Ее апологеты из неокоммунистов переводят сегодня брежневскую конституцию на «российский». Они объявляют, что «русская нация – это полиэтнический состав» и что «начинать разборки внутри русской (по контексту – российской) нации, выяснять, кто там какой крови, призывать искать друг у друга иноплеменных бабушек и каяться в их наличии могут только провокаторы и кретины». Они провозглашают и основные цели этого нового, суперэтнического «интернационализма»: «Субъектность России как цивилизации, как особого мира, как культурно-исторического партнера других цивилизаций» – и его основополагающий принцип – сохранение в центре этого «российского суперэтноса» ядра «русской культуры», выделенной «Богом и судьбой, может быть – наиболее всечеловеческой из всех культур мира, потому что она не боится открытости и никогда не теряла самости». Понимай – «открытость» гарантирует свободный допуск во врата нового спасения всех нерусских граждан «российского суперэтноса».

Я прошу прощения за столь длинные выписки из все той же – бесценной в плане информации о нацистских движениях в России – статьи С. Кургиняна в «Нашем современнике». Зачем они мне понадобились? А затем, чтобы показать, как происходит перекодировка этнического в суперэтническое, русского – в российское. Это просто словесная игра. За такой перекодировкой кроется дальний политический прицел: ведь с измерением черепов на предмет «неарийскости» (то бишь «нерусскосги») ни карелы, ни сибиряки, ни алтайцы, ни казахи, ни якуты, конечно, не согласятся, зато вполне могут согласиться на статус граждан «российского суперэтноса» с его антисемитской направленностью и даже, – хотя это уже проблематичней, – на принципат русских внутри «России».

Таким образом, связав по-модному Географию, которая воспитывает человеческую Биологию, с Историей «неразрывной связи Руси и Степи» по Льву Гумилеву, останется поменять приоритеты в формуле «Кровь и Почва» на «Почва и Кров» (Великое Российское Небо над Великой Российской Землей), а засим освятить этот реформированный пантеон – довести его Завет до полной дехристианизации, дабы снять противоречие с нехристианскими конфессиями. А что?! Официальное православие, как видим, уже вполне для этого созрело. Ведь никто не объявил раба Божьего о. Иоанна еретиком. Он – российский патриот.

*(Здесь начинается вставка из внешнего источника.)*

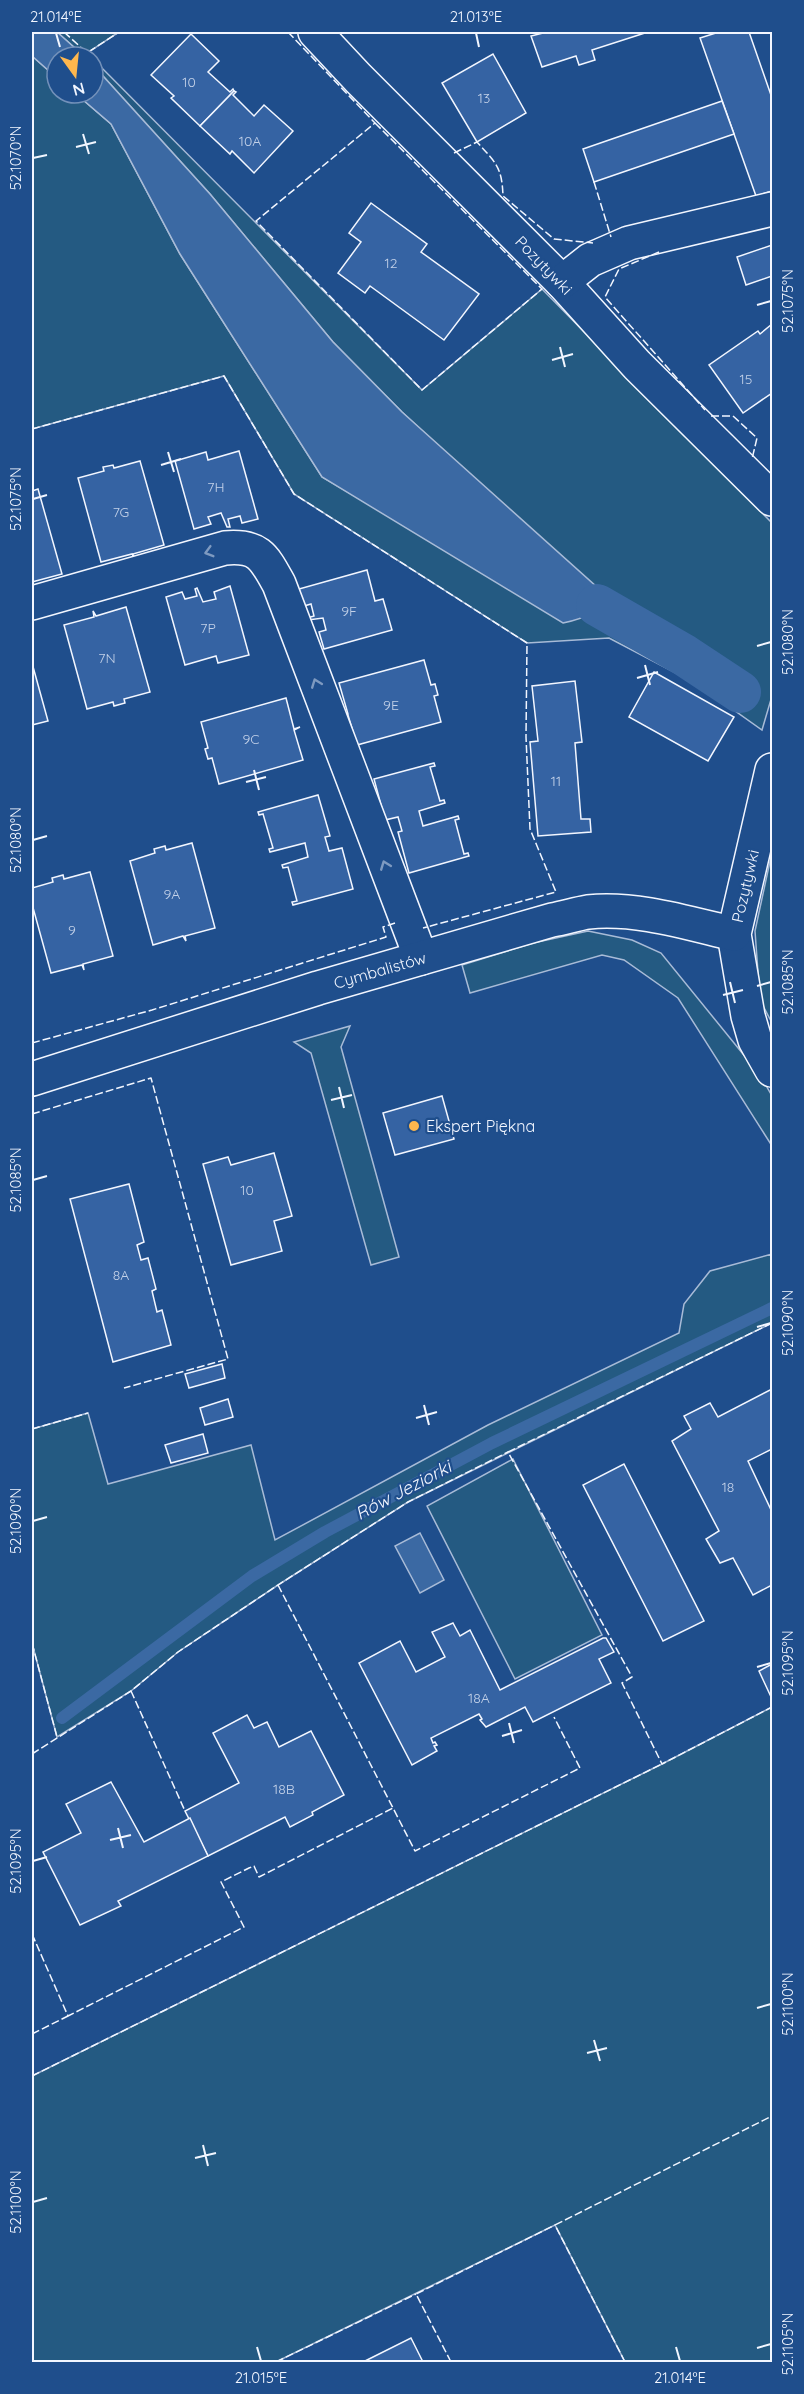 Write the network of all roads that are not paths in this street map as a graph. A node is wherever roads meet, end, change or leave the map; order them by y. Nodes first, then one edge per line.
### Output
1 (315, 32) edge
2 (772, 209) edge
3 (562, 282) junction
4 (772, 499) edge
5 (32, 603) edge
6 (772, 770) edge
7 (734, 934) junction
8 (421, 958) junction
9 (772, 1070) edge
10 (32, 1078) edge

1 - 3 street, Pozytywki
2 - 3 street
3 - 4 street, Pozytywki
8 -> 5 street
6 - 7 street, Pozytywki
7 - 8 street, Cymbalistów
7 - 9 street, Pozytywki
8 - 10 street, Cymbalistów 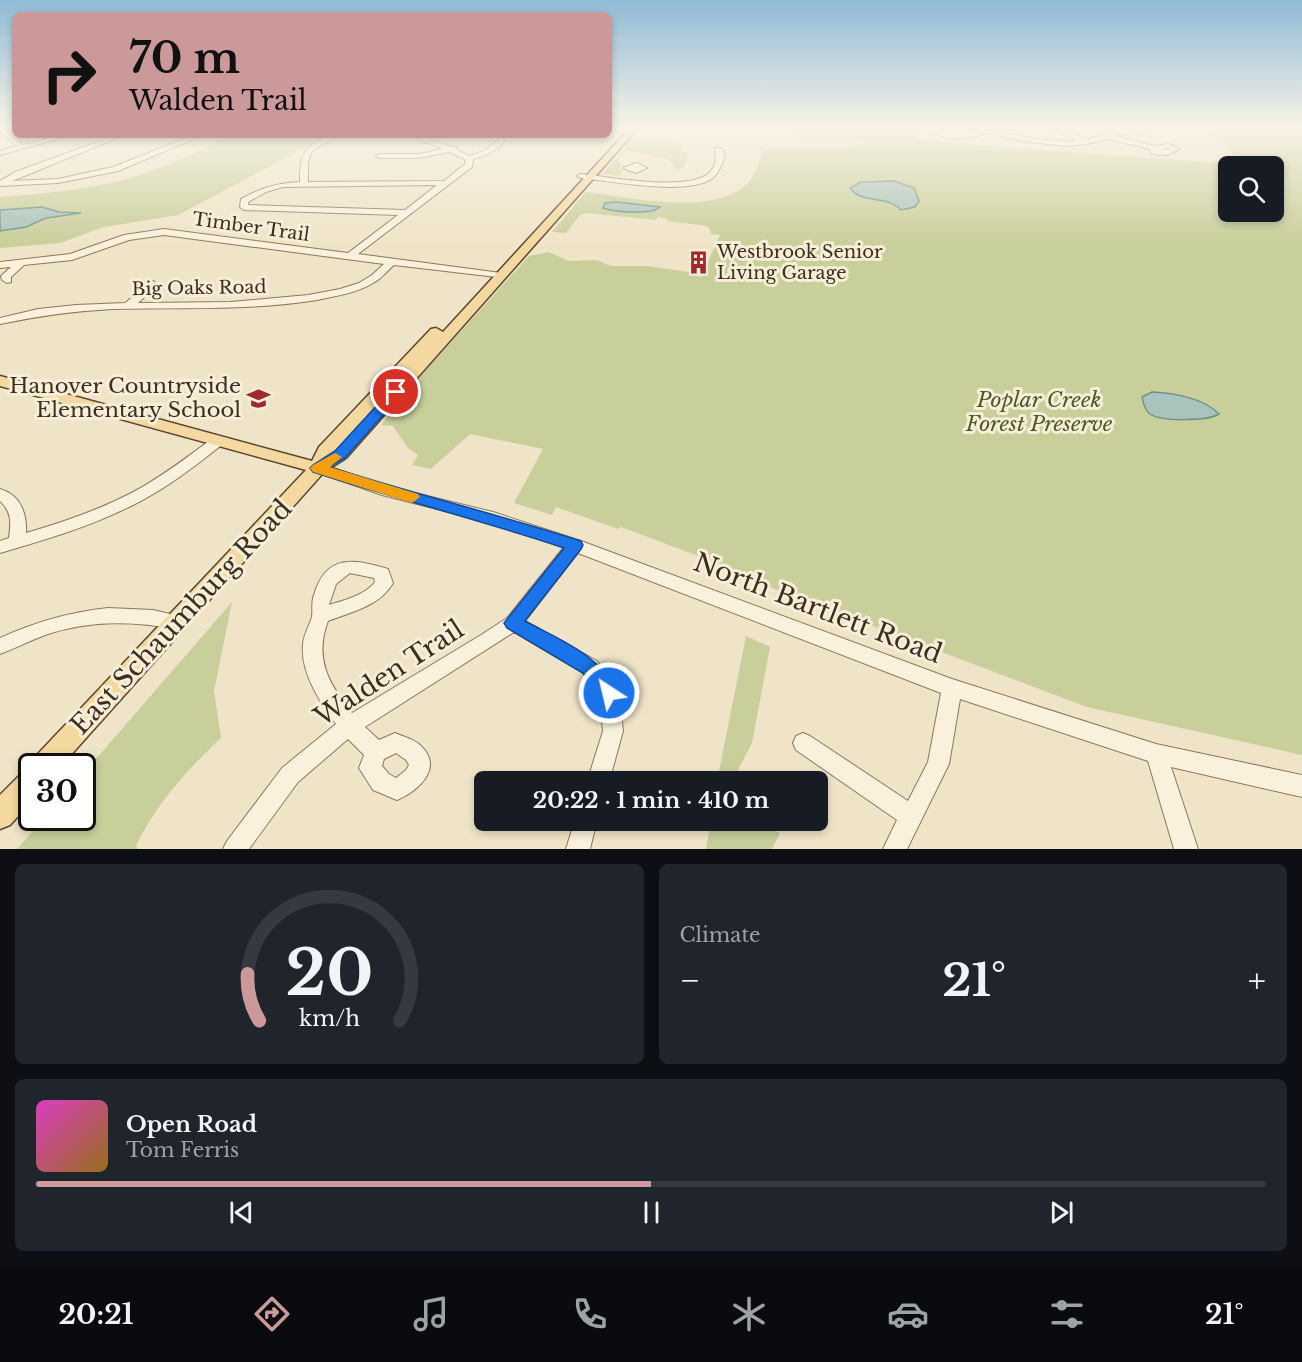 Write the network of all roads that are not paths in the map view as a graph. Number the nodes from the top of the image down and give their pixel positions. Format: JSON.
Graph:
{"nodes":[{"id":1,"x":38,"y":167,"type":"edge"},
{"id":2,"x":121,"y":167,"type":"edge"},
{"id":3,"x":303,"y":167,"type":"edge"},
{"id":4,"x":467,"y":167,"type":"edge"},
{"id":5,"x":594,"y":167,"type":"edge"},
{"id":6,"x":716,"y":167,"type":"edge"},
{"id":7,"x":633,"y":171,"type":"dead end"},
{"id":8,"x":585,"y":176,"type":"junction"},
{"id":9,"x":625,"y":180,"type":"junction"},
{"id":10,"x":446,"y":183,"type":"junction"},
{"id":11,"x":1,"y":184,"type":"edge"},
{"id":12,"x":303,"y":184,"type":"junction"},
{"id":13,"x":406,"y":213,"type":"junction"},
{"id":14,"x":349,"y":257,"type":"junction"},
{"id":15,"x":21,"y":263,"type":"junction"},
{"id":16,"x":390,"y":263,"type":"junction"},
{"id":17,"x":0,"y":265,"type":"edge"},
{"id":18,"x":495,"y":275,"type":"junction"},
{"id":19,"x":7,"y":280,"type":"dead end"},
{"id":20,"x":153,"y":284,"type":"dead end"},
{"id":21,"x":128,"y":306,"type":"junction"},
{"id":22,"x":0,"y":321,"type":"edge"},
{"id":23,"x":0,"y":381,"type":"edge"},
{"id":24,"x":218,"y":441,"type":"junction"},
{"id":25,"x":318,"y":468,"type":"junction"},
{"id":26,"x":0,"y":494,"type":"edge"},
{"id":27,"x":17,"y":542,"type":"junction"},
{"id":28,"x":575,"y":545,"type":"junction"},
{"id":29,"x":0,"y":547,"type":"edge"},
{"id":30,"x":321,"y":616,"type":"dead end"},
{"id":31,"x":177,"y":622,"type":"junction"},
{"id":32,"x":513,"y":623,"type":"junction"},
{"id":33,"x":0,"y":645,"type":"edge"},
{"id":34,"x":952,"y":688,"type":"junction"},
{"id":35,"x":348,"y":726,"type":"junction"},
{"id":36,"x":803,"y":743,"type":"dead end"},
{"id":37,"x":376,"y":752,"type":"dead end"},
{"id":38,"x":56,"y":753,"type":"edge"},
{"id":39,"x":1156,"y":754,"type":"junction"},
{"id":40,"x":601,"y":771,"type":"edge"},
{"id":41,"x":1302,"y":786,"type":"edge"},
{"id":42,"x":18,"y":795,"type":"edge"},
{"id":43,"x":0,"y":815,"type":"edge"},
{"id":44,"x":912,"y":817,"type":"junction"},
{"id":45,"x":583,"y":831,"type":"edge"},
{"id":46,"x":235,"y":849,"type":"edge"},
{"id":47,"x":578,"y":849,"type":"edge"},
{"id":48,"x":895,"y":849,"type":"edge"},
{"id":49,"x":1186,"y":849,"type":"edge"}],
"edges":[{"from":1,"to":11,"type":"street"},
{"from":2,"to":11,"type":"street"},
{"from":3,"to":12,"type":"street"},
{"from":4,"to":10,"type":"street"},
{"from":5,"to":8,"type":"main road","name":"East Schaumburg Road"},
{"from":6,"to":9,"type":"street"},
{"from":7,"to":9,"type":"street"},
{"from":8,"to":9,"type":"street"},
{"from":8,"to":18,"type":"main road","name":"East Schaumburg Road"},
{"from":10,"to":12,"type":"street"},
{"from":10,"to":13,"type":"street"},
{"from":12,"to":13,"type":"street"},
{"from":13,"to":14,"type":"street"},
{"from":14,"to":15,"type":"street","name":"Timber Trail"},
{"from":14,"to":16,"type":"street","name":"Timber Trail"},
{"from":15,"to":17,"type":"street","name":"Timber Trail"},
{"from":15,"to":19,"type":"street"},
{"from":16,"to":18,"type":"street","name":"Timber Trail"},
{"from":16,"to":21,"type":"street","name":"Big Oaks Road"},
{"from":18,"to":25,"type":"main road","name":"East Schaumburg Road"},
{"from":20,"to":21,"type":"street"},
{"from":21,"to":22,"type":"street","name":"Big Oaks Road"},
{"from":23,"to":24,"type":"main road"},
{"from":24,"to":25,"type":"main road"},
{"from":24,"to":27,"type":"street"},
{"from":25,"to":28,"type":"street","name":"North Bartlett Road"},
{"from":25,"to":31,"type":"main road","name":"East Schaumburg Road"},
{"from":26,"to":27,"type":"street"},
{"from":27,"to":29,"type":"street"},
{"from":28,"to":32,"type":"street","name":"Walden Trail"},
{"from":28,"to":34,"type":"street","name":"North Bartlett Road"},
{"from":30,"to":35,"type":"street"},
{"from":31,"to":33,"type":"street"},
{"from":31,"to":38,"type":"main road","name":"East Schaumburg Road"},
{"from":32,"to":35,"type":"street","name":"Walden Trail"},
{"from":32,"to":40,"type":"street"},
{"from":34,"to":39,"type":"street","name":"North Bartlett Road"},
{"from":34,"to":44,"type":"street"},
{"from":35,"to":37,"type":"street"},
{"from":35,"to":46,"type":"street","name":"Walden Trail"},
{"from":36,"to":44,"type":"street"},
{"from":39,"to":41,"type":"street","name":"North Bartlett Road"},
{"from":39,"to":49,"type":"street"},
{"from":42,"to":43,"type":"main road"},
{"from":44,"to":48,"type":"street"},
{"from":45,"to":47,"type":"street"}]} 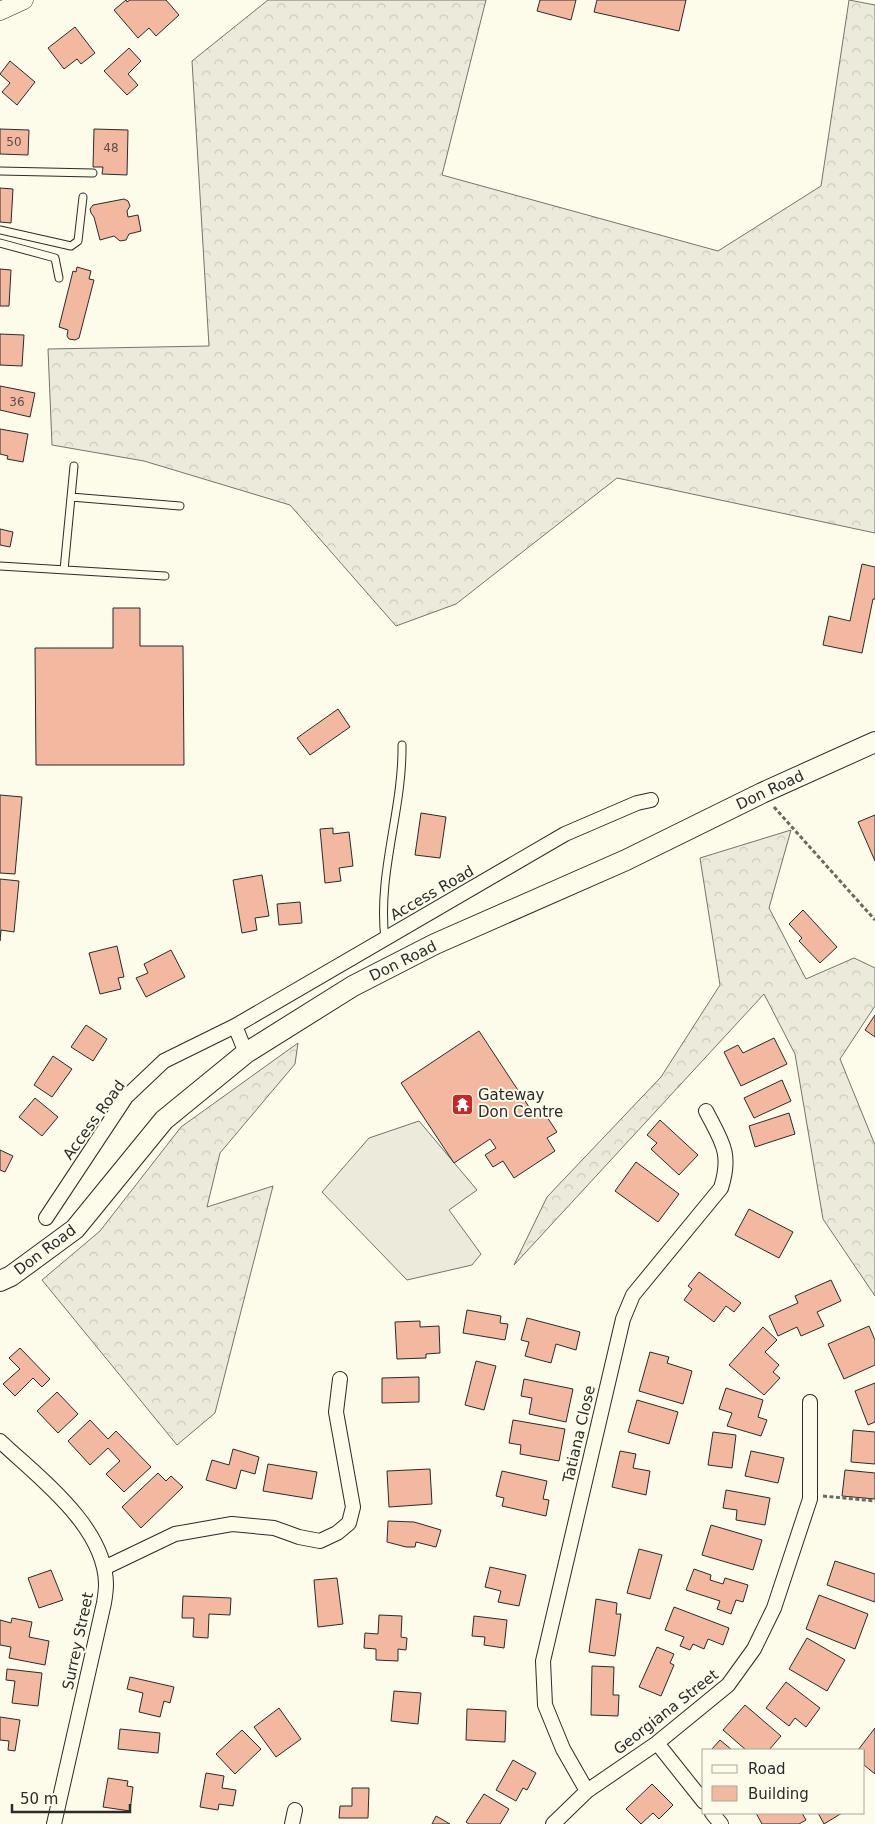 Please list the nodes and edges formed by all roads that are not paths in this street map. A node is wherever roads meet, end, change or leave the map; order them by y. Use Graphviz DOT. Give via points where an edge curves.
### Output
graph roads {
  1 [pos="24,0"];
  2 [pos="0,11"];
  3 [pos="0,171"];
  4 [pos="93,173"];
  5 [pos="83,197"];
  6 [pos="0,230"];
  7 [pos="0,244"];
  8 [pos="59,278"];
  9 [pos="74,466"];
  10 [pos="71,497"];
  11 [pos="180,506"];
  12 [pos="0,566"];
  13 [pos="64,570"];
  14 [pos="165,576"];
  15 [pos="875,742"];
  16 [pos="402,745"];
  17 [pos="651,800"];
  18 [pos="386,939"];
  19 [pos="235,1026"];
  20 [pos="246,1053"];
  21 [pos="706,1111"];
  22 [pos="46,1218"];
  23 [pos="0,1280"];
  24 [pos="340,1379"];
  25 [pos="810,1402"];
  26 [pos="0,1441"];
  27 [pos="104,1568"];
  28 [pos="657,1743"];
  29 [pos="587,1791"];
  30 [pos="702,1799"];
  31 [pos="713,1814"];
  32 [pos="54,1824"];
  33 [pos="554,1824"];
  34 [pos="721,1824"];
  1 -- 2 [label="street"];
  3 -- 4 [label="lane"];
  5 -- 6 [label="lane" via="78,241 72,246"];
  7 -- 8 [label="lane" via="56,258"];
  9 -- 10 [label="lane"];
  10 -- 11 [label="lane"];
  10 -- 13 [label="lane"];
  12 -- 13 [label="lane"];
  13 -- 14 [label="lane"];
  15 -- 20 [label="main road, Don Road" via="626,860 434,944 353,986"];
  16 -- 18 [label="lane" via="400,792 383,902"];
  17 -- 18 [label="street, Access Road" via="565,834"];
  18 -- 19 [label="street, Access Road"];
  19 -- 20 [label="street"];
  19 -- 22 [label="street, Access Road" via="164,1061 126,1097"];
  20 -- 23 [label="main road, Don Road" via="164,1120 75,1229 11,1276"];
  21 -- 29 [label="street, Tatiana Close" via="725,1149 726,1170 721,1188 633,1296 622,1319 543,1661 545,1705 563,1749"];
  24 -- 27 [label="street" via="336,1412 353,1507 349,1523 343,1528 320,1541 274,1528 232,1524 184,1532"];
  25 -- 28 [label="street, Georgiana Street" via="810,1495 774,1608 754,1649 728,1685"];
  26 -- 27 [label="street, Surrey Street" via="74,1511 94,1540"];
  27 -- 32 [label="street, Surrey Street" via="104,1603"];
  28 -- 29 [label="street, Georgiana Street"];
  28 -- 30 [label="street"];
  29 -- 33 [label="street, Georgiana Street"];
  31 -- 34 [label="street"];
}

Выводы. Русский нацизм в сегодняшней России как идеология не существует, но! – есть все основания предположить, что развивается новая разновидность – Нацизм Российский. И для него в России нет объективных препятствий. Убраны с дороги и не застят ему пути барьеры – исторический, культурный, социальный, конфессиональный, национальный и государственный. Объективны: фашизация церкви, люмпенизация населения, хозяйственная анархия, сепаратизм и регионализм, безответственность политических лидеров, насущная необходимость в новой государственной идеологии, утрата ориентиров исторической преемственности плюс хронический дефицит нравственного и политического иммунитета.

В свое время одна всемирно-историческая подмена – религии на идеологию – в России уже имела место. А за фюрерами, – когда нужда придет, – дело не станет. Уже сегодня в очереди стоят...

  

 



1. Жан Териар – виднейший теоретик «мондиализма», или «антиатлантизма» – концепции, направленной против модели единого, однополюсного мира («монд») и противопоставляющей ей модель Евразии – политически объединенного континента от Дублина до Владивостока; его концепция принята в качества программы группой уже упоминавшегося российского евразийского журнала «Элементы».

 


22 (Тель-Авив). 1993. № 88. С. 177-187.